The reaction from Peking was, as predicted, to threaten to break off talks with Britain about Mr Patten's proposals. These discussions have gone through 17 largely fruitless rounds, agreement being reached only on a lowering of the voting age to 18 (already the norm in China itself). Mr Patten, by contrast, yesterday expressed the hope that the talks would continue, saying: 'If we disagree on some things, that is no reason to disagree on everything.'

At the heart of the dispute is the question of who will be in the majority in the Legislative Council (Legco) when the colony reverts to Chinese sovereignty in 1997. Will it be the pro-democracy camp, as Peking fears, or pro-Peking loyalists?

One potential casualty is the concept of the 'through train', under which the Legco elected in 1995 is supposed to stay in office not just through the transfer of power but into 1999. If the rules under which Legco is elected have not been approved by the Chinese, they are likely to dissolve the council when they assume control in 1997 and arrange for it to be replaced by one packed with those they can control.

A more immediate concern is the extent to which the mainland Chinese will seek to disrupt the colony's economic and political life should Mr Patten press on regardless with his legislative programme. Peking's tactics will require a fine calculation of national interests. To tolerate a growing democracy movement in Hong Kong might encourage their own dissidents. Yet to be seen to be waging a destructive propaganda war against the immensely prosperous colony would be counter-productive.
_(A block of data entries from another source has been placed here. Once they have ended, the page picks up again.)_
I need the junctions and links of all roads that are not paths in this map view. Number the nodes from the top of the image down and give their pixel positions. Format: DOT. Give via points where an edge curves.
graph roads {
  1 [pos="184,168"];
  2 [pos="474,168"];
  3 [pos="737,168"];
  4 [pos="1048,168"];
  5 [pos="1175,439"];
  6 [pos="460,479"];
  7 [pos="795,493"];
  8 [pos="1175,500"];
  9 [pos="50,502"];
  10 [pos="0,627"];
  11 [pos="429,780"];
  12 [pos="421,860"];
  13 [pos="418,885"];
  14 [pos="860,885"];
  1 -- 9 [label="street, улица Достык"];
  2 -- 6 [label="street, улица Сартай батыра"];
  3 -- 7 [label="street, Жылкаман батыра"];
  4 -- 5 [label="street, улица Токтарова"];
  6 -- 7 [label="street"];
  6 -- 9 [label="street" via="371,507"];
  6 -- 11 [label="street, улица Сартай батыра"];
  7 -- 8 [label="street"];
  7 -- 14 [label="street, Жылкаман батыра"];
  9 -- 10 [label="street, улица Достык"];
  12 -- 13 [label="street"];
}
Daily, the economies of the colonial David and the Chinese Goliath grow more intertwined. Chinese investment in Hong Kong companies, stocks and shares and property is huge. So is Hong Kong investment in China's frenziedly booming special economic zone of Guangdong. To put these at risk would be a case of cutting off one's nose to spite one's face.
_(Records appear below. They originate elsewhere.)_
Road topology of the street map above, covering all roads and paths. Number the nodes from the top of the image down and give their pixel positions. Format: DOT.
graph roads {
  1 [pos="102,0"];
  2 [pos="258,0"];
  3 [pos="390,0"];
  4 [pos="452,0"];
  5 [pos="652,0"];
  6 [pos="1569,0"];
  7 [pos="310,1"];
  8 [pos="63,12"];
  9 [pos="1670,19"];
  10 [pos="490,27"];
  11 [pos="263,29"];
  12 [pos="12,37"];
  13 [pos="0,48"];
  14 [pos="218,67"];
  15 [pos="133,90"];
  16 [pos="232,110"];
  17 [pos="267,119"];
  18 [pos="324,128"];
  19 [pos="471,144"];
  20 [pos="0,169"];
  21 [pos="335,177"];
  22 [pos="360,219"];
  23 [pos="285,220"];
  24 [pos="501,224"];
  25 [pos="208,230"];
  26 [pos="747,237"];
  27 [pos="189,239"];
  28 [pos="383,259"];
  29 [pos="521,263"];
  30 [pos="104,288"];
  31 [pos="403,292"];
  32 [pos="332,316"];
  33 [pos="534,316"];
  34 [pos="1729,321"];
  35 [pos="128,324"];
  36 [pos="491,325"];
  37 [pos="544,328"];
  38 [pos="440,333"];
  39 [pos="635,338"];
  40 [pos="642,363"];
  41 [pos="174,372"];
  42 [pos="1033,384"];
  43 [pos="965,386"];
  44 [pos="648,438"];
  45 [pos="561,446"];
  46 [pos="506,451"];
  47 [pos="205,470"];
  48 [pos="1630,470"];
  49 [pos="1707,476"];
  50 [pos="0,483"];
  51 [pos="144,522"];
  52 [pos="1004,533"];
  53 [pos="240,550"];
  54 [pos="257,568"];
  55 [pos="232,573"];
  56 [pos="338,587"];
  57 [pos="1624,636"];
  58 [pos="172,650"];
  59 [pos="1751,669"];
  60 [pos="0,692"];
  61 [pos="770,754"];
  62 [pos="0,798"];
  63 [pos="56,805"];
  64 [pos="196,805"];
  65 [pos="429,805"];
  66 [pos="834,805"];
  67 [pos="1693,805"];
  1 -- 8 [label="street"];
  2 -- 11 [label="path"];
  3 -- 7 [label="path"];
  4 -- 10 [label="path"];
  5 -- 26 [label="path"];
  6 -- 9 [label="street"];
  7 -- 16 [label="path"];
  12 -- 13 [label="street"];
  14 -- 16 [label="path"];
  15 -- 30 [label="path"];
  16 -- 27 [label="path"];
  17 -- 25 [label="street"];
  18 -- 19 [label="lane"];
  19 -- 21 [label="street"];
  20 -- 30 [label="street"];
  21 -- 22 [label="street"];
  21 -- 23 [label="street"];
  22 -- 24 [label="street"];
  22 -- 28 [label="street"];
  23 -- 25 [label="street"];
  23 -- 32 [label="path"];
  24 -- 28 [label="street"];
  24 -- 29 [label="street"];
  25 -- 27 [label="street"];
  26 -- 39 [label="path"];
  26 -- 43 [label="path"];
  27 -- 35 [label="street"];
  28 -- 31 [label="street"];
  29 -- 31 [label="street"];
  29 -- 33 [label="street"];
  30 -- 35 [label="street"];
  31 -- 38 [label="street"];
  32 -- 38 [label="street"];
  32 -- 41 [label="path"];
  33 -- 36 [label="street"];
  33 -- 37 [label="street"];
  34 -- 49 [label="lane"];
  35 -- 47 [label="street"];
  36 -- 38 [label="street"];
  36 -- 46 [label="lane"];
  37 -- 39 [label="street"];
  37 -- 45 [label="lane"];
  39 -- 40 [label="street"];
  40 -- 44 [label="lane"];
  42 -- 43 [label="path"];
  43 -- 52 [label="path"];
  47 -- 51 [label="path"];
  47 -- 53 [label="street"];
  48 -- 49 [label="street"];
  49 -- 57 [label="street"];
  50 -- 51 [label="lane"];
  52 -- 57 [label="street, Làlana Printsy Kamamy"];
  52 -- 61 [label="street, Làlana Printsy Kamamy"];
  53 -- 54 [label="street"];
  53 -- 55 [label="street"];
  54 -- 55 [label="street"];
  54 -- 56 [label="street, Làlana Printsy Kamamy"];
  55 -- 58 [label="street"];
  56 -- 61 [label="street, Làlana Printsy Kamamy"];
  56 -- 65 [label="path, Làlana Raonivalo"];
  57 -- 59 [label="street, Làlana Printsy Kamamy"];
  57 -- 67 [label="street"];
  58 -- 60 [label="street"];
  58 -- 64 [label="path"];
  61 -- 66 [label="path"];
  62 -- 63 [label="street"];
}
Two other important considerations will loom large in Chinese calculations: relations with the United States, and hopes of a peaceful reunification one day with that other and larger lost limb, Taiwan.
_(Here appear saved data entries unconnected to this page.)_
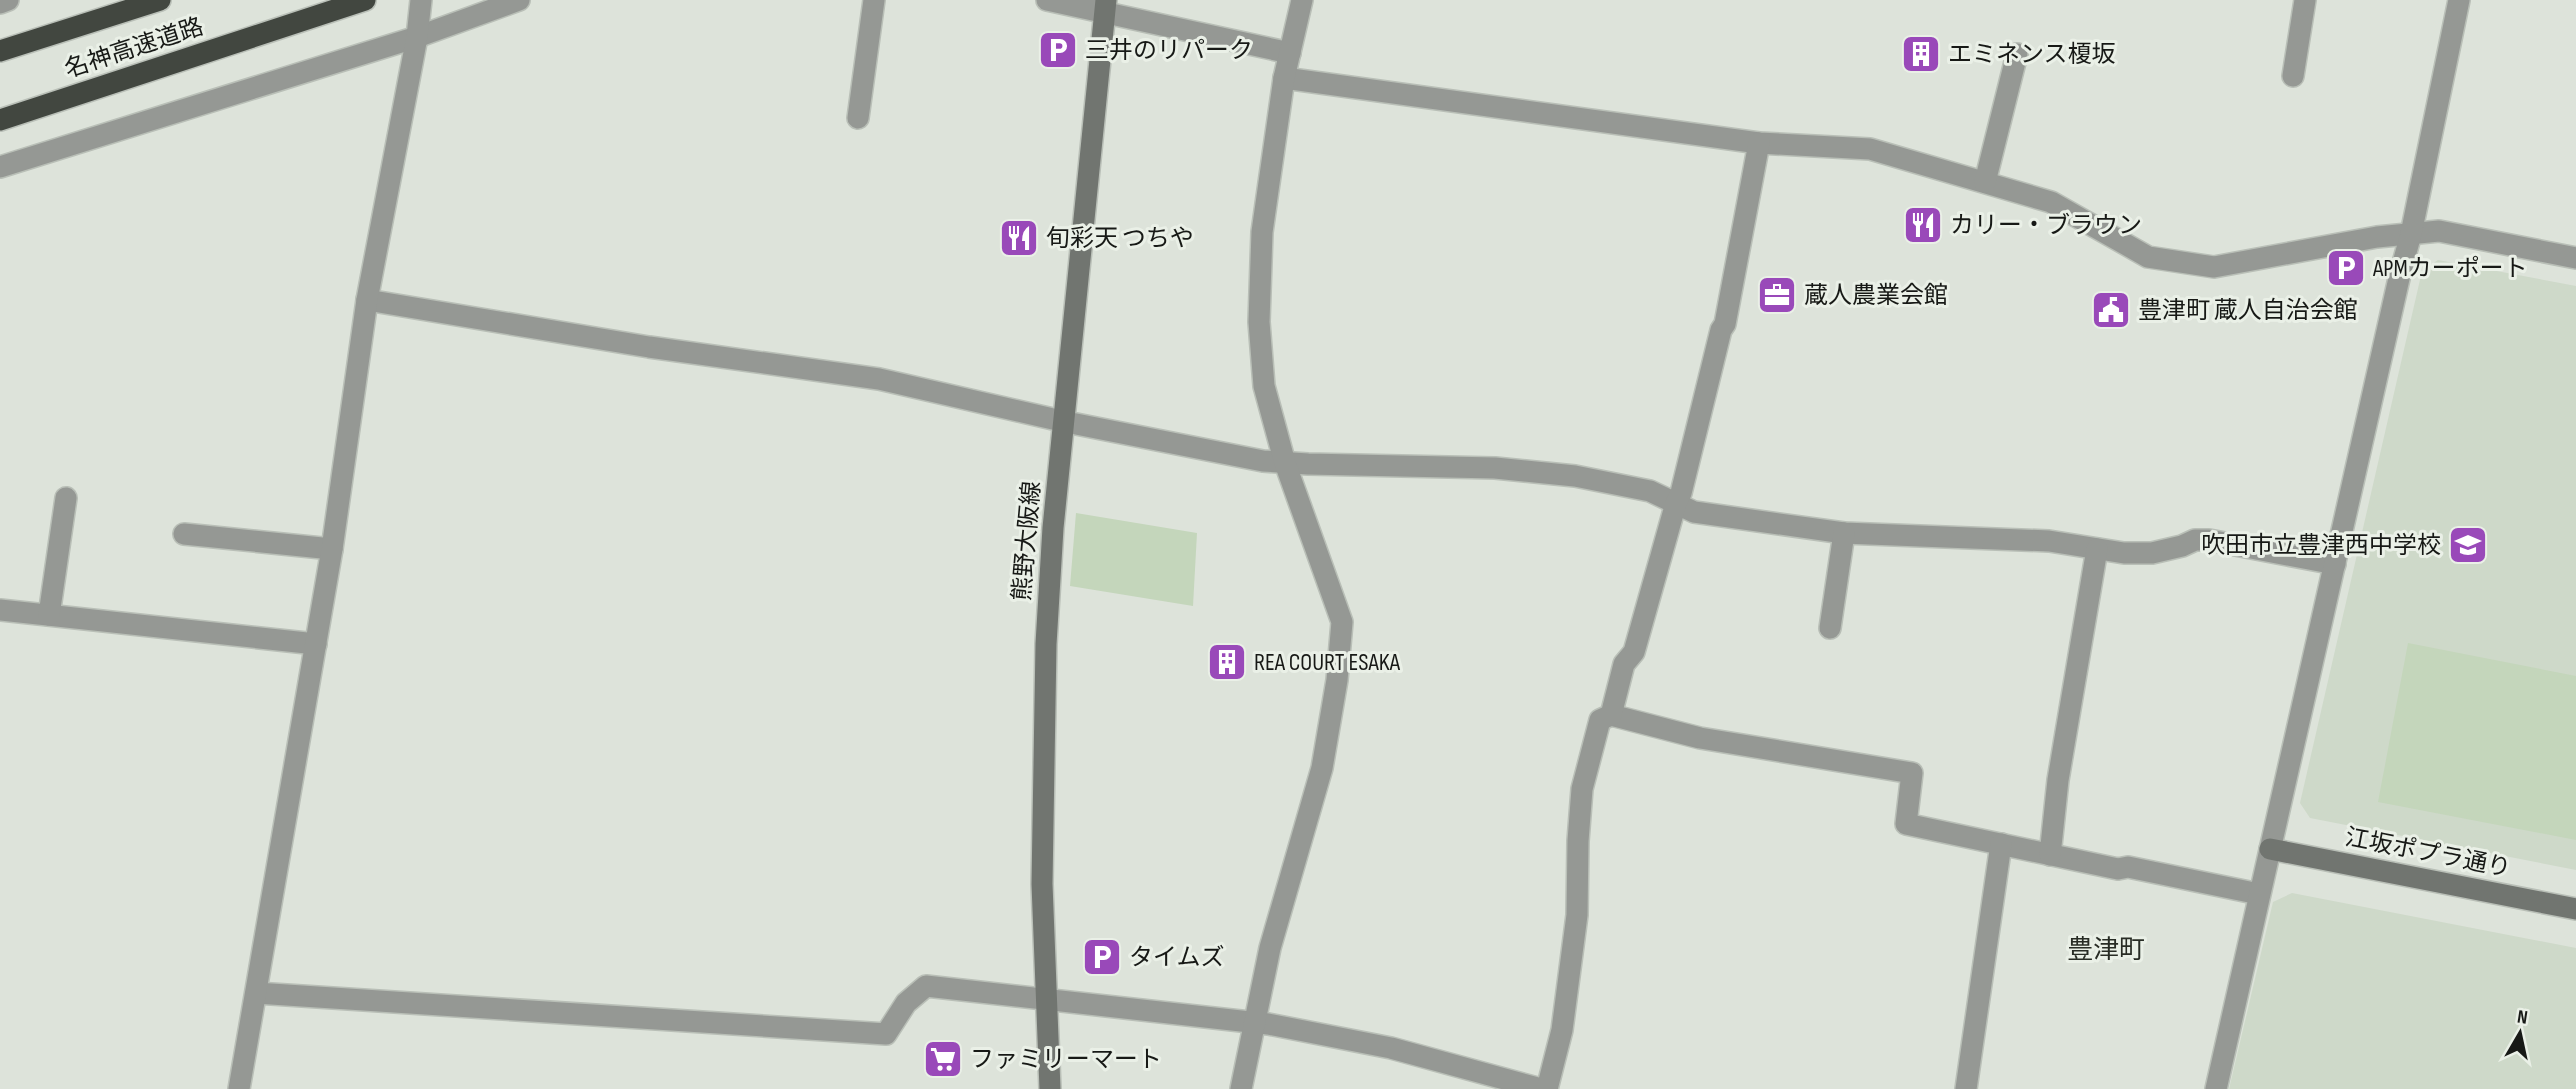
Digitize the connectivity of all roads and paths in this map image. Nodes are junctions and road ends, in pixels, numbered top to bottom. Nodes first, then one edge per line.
1 (8, 0) edge
2 (160, 0) edge
3 (365, 0) edge
4 (421, 0) edge
5 (519, 0) edge
6 (874, 0) edge
7 (1047, 0) edge
8 (1302, 0) edge
9 (2305, 0) edge
10 (2459, 0) edge
11 (0, 3) edge
12 (1105, 5) edge
13 (417, 37) junction
14 (0, 51) edge
15 (1290, 53) junction
16 (2017, 54) dead end
17 (2293, 76) dead end
18 (1284, 78) junction
19 (858, 118) dead end
20 (0, 120) edge
21 (1759, 143) junction
22 (0, 167) edge
23 (1985, 182) junction
24 (2411, 234) junction
25 (2576, 258) edge
26 (367, 300) junction
27 (1066, 422) junction
28 (1285, 463) junction
29 (66, 498) dead end
30 (1676, 503) junction
31 (1844, 533) junction
32 (184, 534) dead end
33 (332, 549) junction
34 (2097, 549) junction
35 (2335, 564) junction
36 (0, 610) edge
37 (49, 615) junction
38 (1830, 628) dead end
39 (316, 644) junction
40 (1611, 715) junction
41 (2001, 844) junction
42 (2270, 849) junction
43 (2050, 855) junction
44 (2259, 894) junction
45 (2576, 909) edge
46 (256, 993) junction
47 (1046, 1000) junction
48 (1254, 1024) junction
49 (239, 1089) edge
50 (1050, 1089) edge
51 (1241, 1089) edge
52 (1541, 1089) edge
53 (1547, 1089) edge
54 (1966, 1089) edge
55 (2216, 1089) edge

1 - 11 street
2 - 14 highway, 名神高速道路
3 - 20 highway, 名神高速道路
4 - 13 street
5 - 13 street
6 - 19 street
7 - 12 street
8 - 15 street
9 - 17 street
10 - 24 street
12 - 15 street
12 - 27 main road, 熊野大阪線
13 - 22 street
13 - 26 street
15 - 18 street
16 - 23 street
18 - 21 street
18 - 28 street
21 - 23 street
21 - 30 street
23 - 24 street
24 - 25 street
24 - 35 street
26 - 27 street
26 - 33 street
27 - 28 street
27 - 47 main road, 熊野大阪線
28 - 30 street
28 - 48 street
29 - 37 street
30 - 31 street
30 - 40 street
31 - 34 street
31 - 38 street
32 - 33 street
33 - 39 street
34 - 35 street
34 - 43 street
35 - 42 street
36 - 37 street
37 - 39 street
39 - 46 street
40 - 41 street
40 - 53 street
41 - 43 street
41 - 54 street
42 - 44 street
42 - 45 main road, 江坂ポプラ通り
43 - 44 street
44 - 55 street
46 - 47 street
46 - 49 street
47 - 48 street
47 - 50 main road, 熊野大阪線
48 - 51 street
48 - 52 street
With the stain of the June 1989 massacre in Tiananmen Square fading from public memory, it seems unlikely - though not impossible - that China will want to risk returning to the status of international pariah, either in the run-up to 1997 or in the immediate aftermath of the historic handover. Hong Kong's move towards democracy is pathetically belated. But the odds seem to favour Mr Patten getting away with a diluted version of his proposals.